Мэв закрыла глаза, и на улицу из-под земли выплеснулась новая волна света, омывая ее лицо и руки.
— Иногда я помню мое детство лучше, чем вчерашний день, — продолжала она, протягивая руку. — Кокер, ты здесь?
— Он здесь, — подтвердил Рауль.
— Можешь взять меня за руку? — спросила она.

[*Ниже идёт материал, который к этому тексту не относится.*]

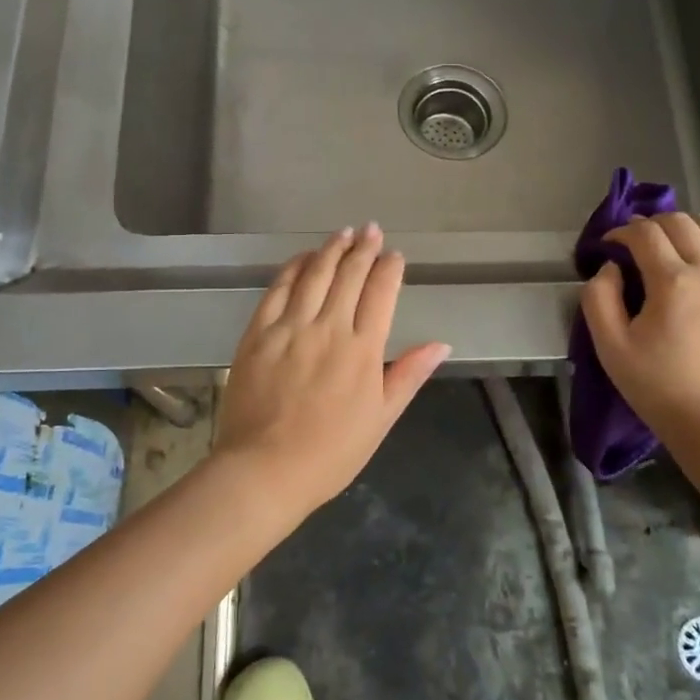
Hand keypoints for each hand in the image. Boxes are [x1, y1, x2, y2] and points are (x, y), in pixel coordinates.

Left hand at [215, 224, 449, 512]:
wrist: (265, 470)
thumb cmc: (331, 452)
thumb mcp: (381, 418)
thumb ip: (408, 375)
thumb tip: (441, 344)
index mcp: (363, 349)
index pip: (381, 293)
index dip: (390, 269)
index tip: (395, 255)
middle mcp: (329, 328)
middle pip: (349, 275)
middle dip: (363, 249)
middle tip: (371, 230)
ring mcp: (290, 327)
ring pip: (314, 274)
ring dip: (331, 249)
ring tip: (343, 233)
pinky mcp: (258, 333)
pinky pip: (278, 289)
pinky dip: (293, 268)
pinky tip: (302, 258)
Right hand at [579, 213, 699, 445]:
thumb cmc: (662, 390)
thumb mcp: (611, 349)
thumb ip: (599, 298)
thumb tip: (610, 268)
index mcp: (674, 281)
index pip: (644, 232)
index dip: (620, 232)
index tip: (608, 247)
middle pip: (681, 221)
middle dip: (651, 225)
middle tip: (633, 247)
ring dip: (686, 231)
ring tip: (669, 253)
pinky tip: (698, 275)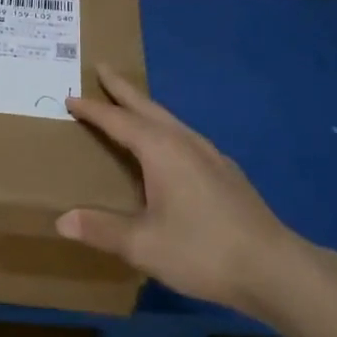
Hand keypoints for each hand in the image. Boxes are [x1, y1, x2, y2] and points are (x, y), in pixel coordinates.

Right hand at [57, 65, 316, 317]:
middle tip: (102, 68)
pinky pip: (183, 135)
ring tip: (129, 104)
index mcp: (160, 149)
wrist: (274, 267)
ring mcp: (209, 154)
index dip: (92, 110)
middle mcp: (184, 141)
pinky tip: (168, 146)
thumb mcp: (144, 245)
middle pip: (146, 106)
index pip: (117, 120)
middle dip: (122, 88)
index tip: (70, 97)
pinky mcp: (225, 171)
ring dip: (144, 106)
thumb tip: (62, 221)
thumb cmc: (202, 250)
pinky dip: (163, 127)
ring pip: (168, 119)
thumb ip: (102, 230)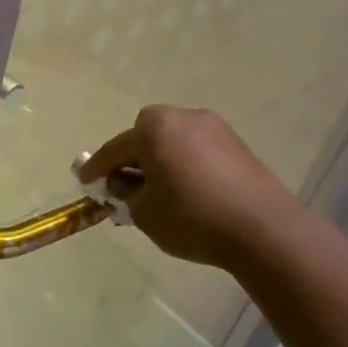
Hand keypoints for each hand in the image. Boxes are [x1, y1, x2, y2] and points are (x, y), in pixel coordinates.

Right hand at [80, 106, 310, 270]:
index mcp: (154, 129)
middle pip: (145, 135)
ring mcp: (215, 128)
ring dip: (160, 160)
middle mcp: (184, 117)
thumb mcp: (143, 212)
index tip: (84, 181)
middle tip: (124, 184)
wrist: (263, 229)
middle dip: (132, 157)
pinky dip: (184, 164)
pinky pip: (196, 150)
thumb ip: (124, 194)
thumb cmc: (191, 218)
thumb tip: (123, 184)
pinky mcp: (237, 145)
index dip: (96, 168)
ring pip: (173, 141)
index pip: (114, 149)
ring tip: (157, 190)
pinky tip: (186, 190)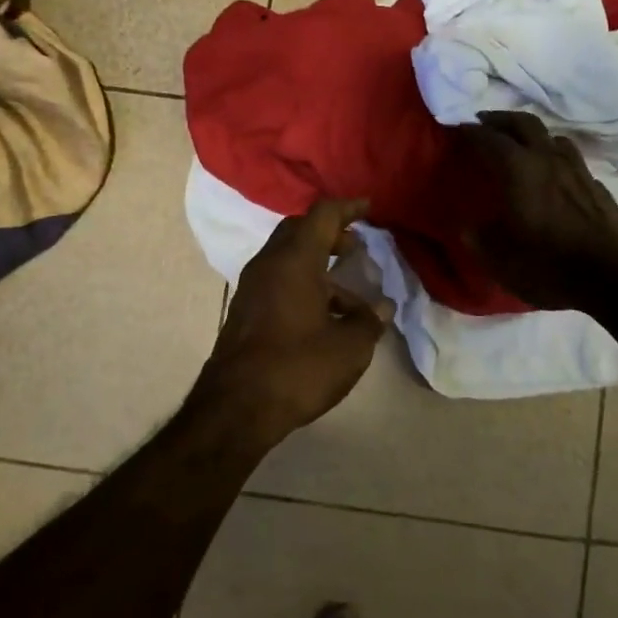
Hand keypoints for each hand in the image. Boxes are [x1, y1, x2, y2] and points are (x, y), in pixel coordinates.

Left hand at [196, 199, 394, 444]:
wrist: (235, 409)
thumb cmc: (298, 368)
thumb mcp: (349, 348)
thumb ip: (369, 322)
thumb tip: (381, 308)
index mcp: (294, 261)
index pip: (322, 215)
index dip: (348, 208)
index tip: (369, 208)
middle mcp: (269, 265)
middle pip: (299, 231)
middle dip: (329, 233)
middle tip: (355, 246)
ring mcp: (252, 289)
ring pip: (288, 260)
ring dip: (319, 268)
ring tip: (352, 300)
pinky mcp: (245, 312)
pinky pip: (278, 283)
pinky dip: (304, 287)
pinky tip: (326, 319)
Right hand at [457, 111, 617, 311]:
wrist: (616, 276)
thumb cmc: (550, 265)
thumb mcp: (501, 261)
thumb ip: (479, 240)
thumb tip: (467, 228)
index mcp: (519, 170)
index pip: (489, 139)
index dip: (471, 132)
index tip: (457, 128)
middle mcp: (548, 159)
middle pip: (524, 123)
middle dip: (500, 119)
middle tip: (484, 122)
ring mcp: (577, 169)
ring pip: (552, 137)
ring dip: (531, 134)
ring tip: (520, 143)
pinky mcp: (596, 185)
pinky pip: (570, 158)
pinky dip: (554, 156)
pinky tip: (553, 172)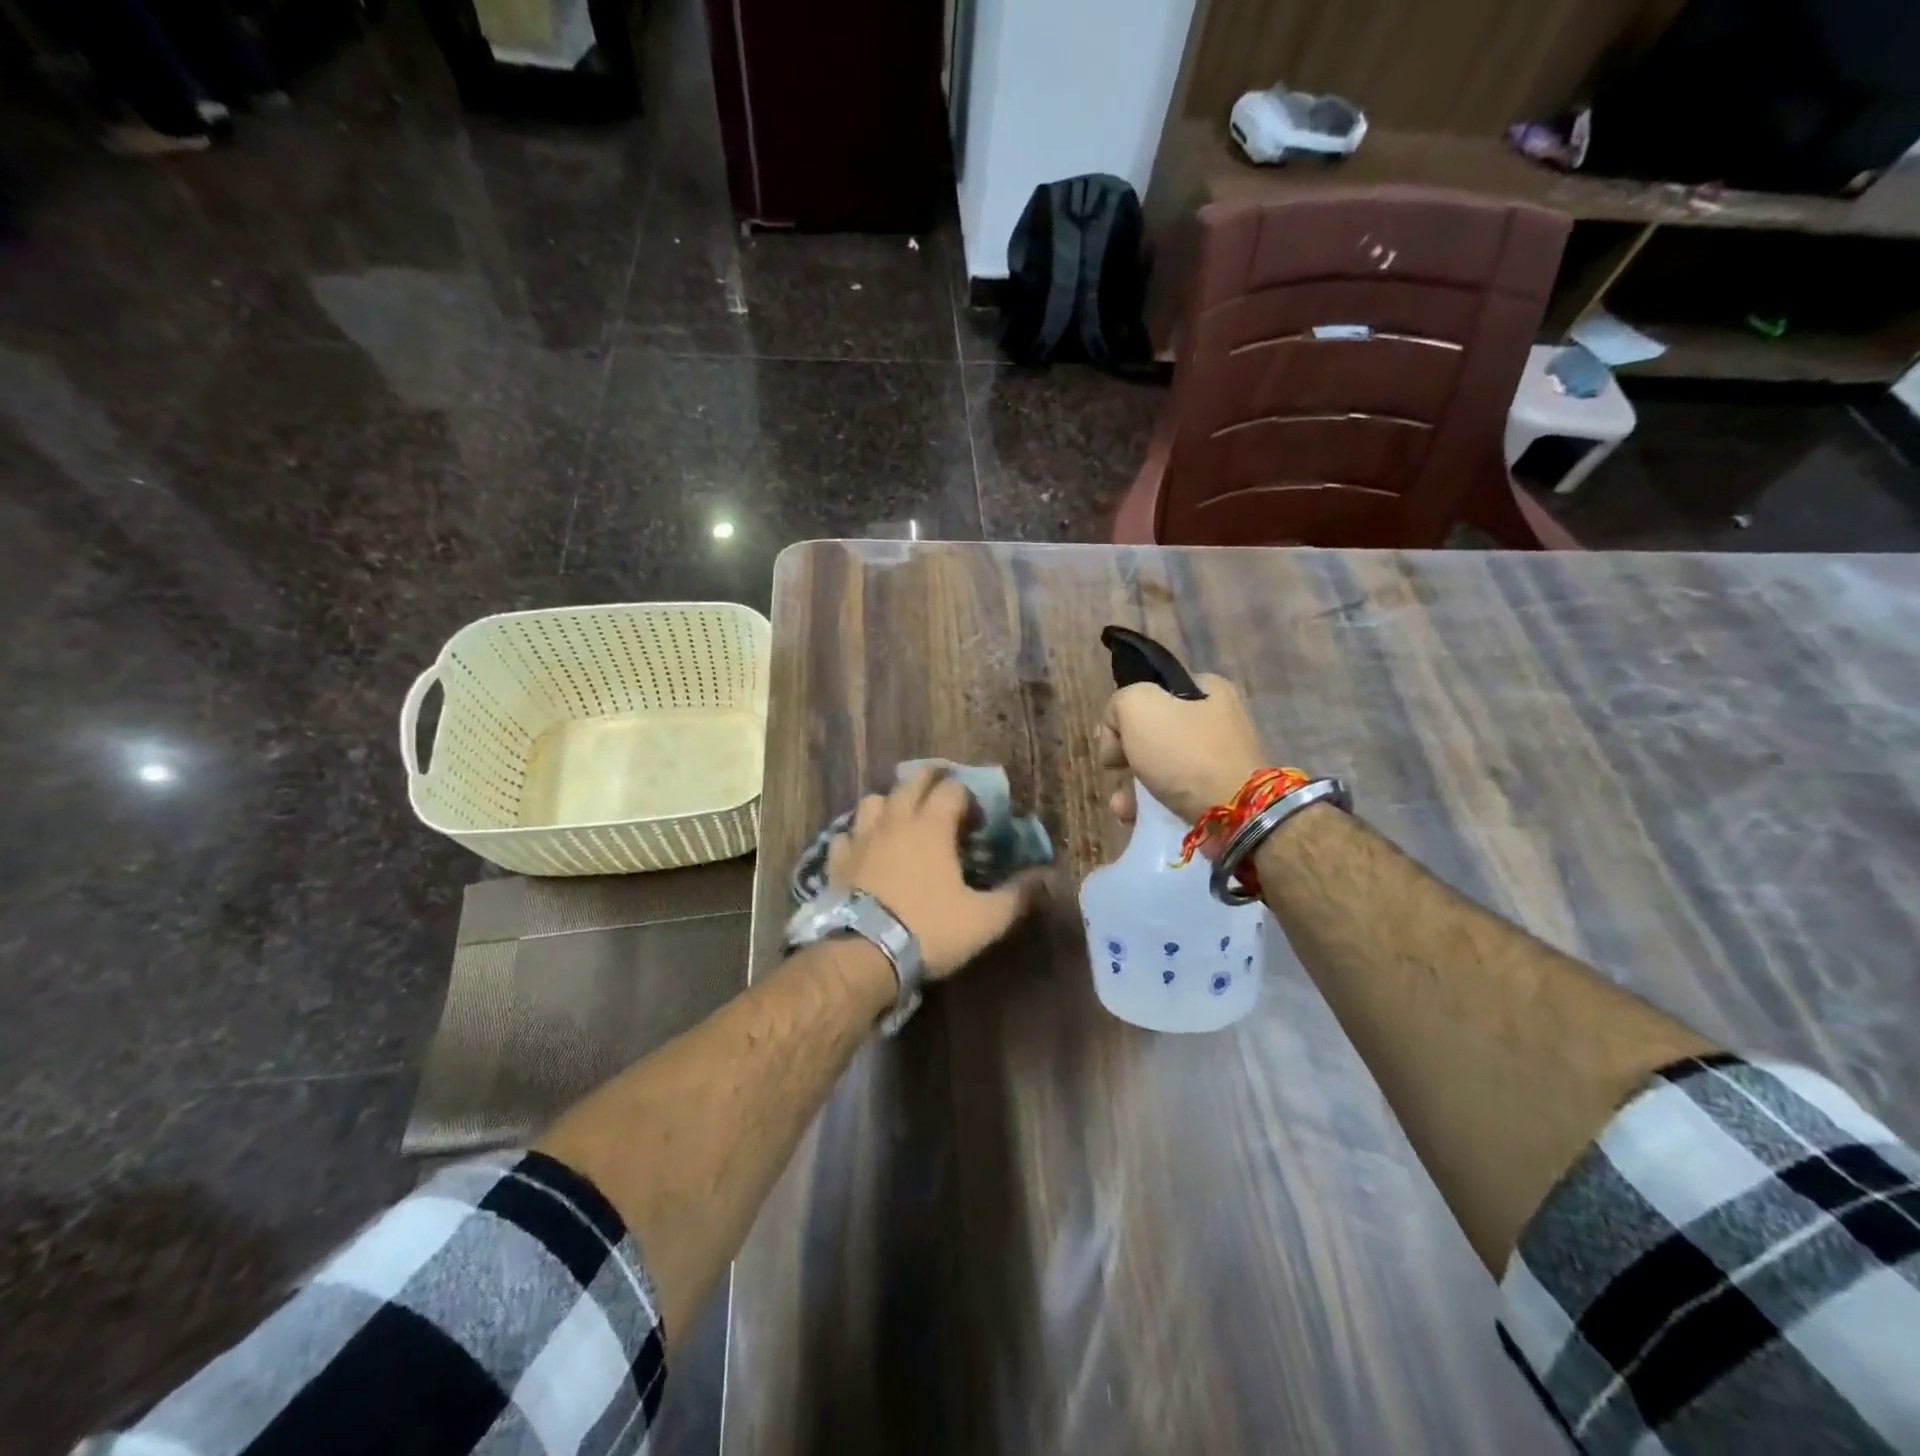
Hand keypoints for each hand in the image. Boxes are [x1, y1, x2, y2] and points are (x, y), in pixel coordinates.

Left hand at [827, 768, 1049, 979]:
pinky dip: (857, 835)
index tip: (976, 819)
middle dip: (930, 780)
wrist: (863, 953)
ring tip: (901, 818)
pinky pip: (845, 834)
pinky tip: (864, 849)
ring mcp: (861, 837)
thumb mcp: (983, 919)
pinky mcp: (836, 859)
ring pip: (874, 800)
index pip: (952, 789)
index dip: (968, 797)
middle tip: (943, 794)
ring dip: (890, 802)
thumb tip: (1046, 878)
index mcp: (932, 826)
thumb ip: (1016, 896)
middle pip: (911, 781)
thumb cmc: (928, 929)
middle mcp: (895, 820)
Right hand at [1095, 675, 1267, 825]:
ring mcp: (1220, 759)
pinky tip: (1134, 817)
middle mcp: (1218, 719)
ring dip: (1132, 785)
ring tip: (1121, 806)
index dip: (1124, 714)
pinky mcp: (1219, 794)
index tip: (1113, 740)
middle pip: (1153, 731)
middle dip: (1126, 754)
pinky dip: (1151, 804)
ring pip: (1160, 766)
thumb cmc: (1185, 753)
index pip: (1152, 691)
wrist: (1234, 814)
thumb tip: (1117, 730)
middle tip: (1114, 770)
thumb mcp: (1138, 707)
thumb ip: (1118, 704)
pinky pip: (1174, 793)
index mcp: (1208, 689)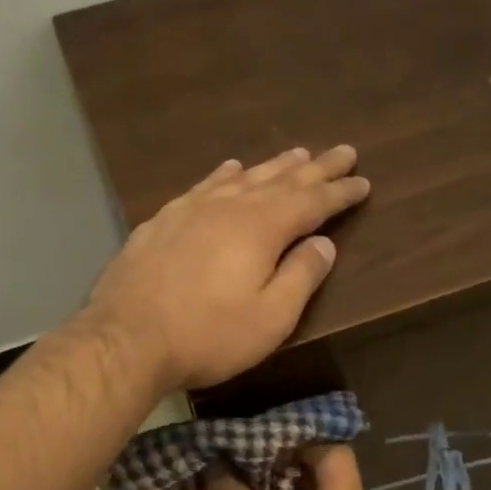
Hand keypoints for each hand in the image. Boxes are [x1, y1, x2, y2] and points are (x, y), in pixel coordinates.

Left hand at [85, 146, 369, 391]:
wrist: (127, 338)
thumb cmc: (208, 335)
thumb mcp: (270, 318)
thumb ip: (301, 277)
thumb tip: (323, 243)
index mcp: (261, 228)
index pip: (311, 201)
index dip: (339, 192)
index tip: (363, 181)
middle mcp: (229, 206)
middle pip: (281, 179)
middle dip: (315, 167)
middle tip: (343, 151)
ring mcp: (191, 209)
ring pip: (242, 177)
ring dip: (273, 166)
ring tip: (297, 153)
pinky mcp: (162, 221)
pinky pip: (204, 186)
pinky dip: (224, 174)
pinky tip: (229, 169)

— Он говорит, что держит, — сказал Рауль. И через секунду добавил: — Говорит, что крепко держит.
Мэв засмеялась:
— А знаешь, я чувствую. Будденбаум потянул Гарри за рукав:
— Она что, чокнутая?
— Нет. Здесь призрак ее мужа.
— Мне следовало бы его увидеть, — сказал Будденбаум, и его голос стал монотонным. — Последний акт… Что за стерва…
— Смирись, — посоветовал Гарри.
— Никогда не любил сантиментов.
— Это не сантименты, — возразил Гарри, глядя, как пят на света омывают лицо и руки Мэв. Они не поднимались в небо, как прежде, а кружились, будто пчелы над цветком, образуя какой-то узор. Первым его разглядел Рауль.
— Дом, — произнес он изумленно. — Гарри, ты видишь?
— Вижу.
— Хватит, — заявил Будденбаум, отмахиваясь от воспоминаний. — Хватит с меня прошлого. Сыт по горло.
Закрывая лицо руками, он попятился от дома Мэв, воссозданного ее памятью из света и воздуха во всех деталях, со стенами и окнами, лестницей и крышей. Слева от Гарри появилась дорожка, что вела к парадному крыльцу. Справа через дверной проем виднелась прихожая, дальше, за еще одной дверью, — кухня, а за ней — двор, где цвели деревья. Сквозь прозрачные стены просвечивала обстановка комнат; мебель, ковры, вазы. Все на глазах оживало, и процесс этот набирал обороты. Твердая материя вещей, каждой мелочи, истлевшей много лет назад, но оставившей свой потаенный код, теперь возвращалась к жизни силой воображения. Вещи вспоминали сами себя во всем своем совершенстве и возвращались на место.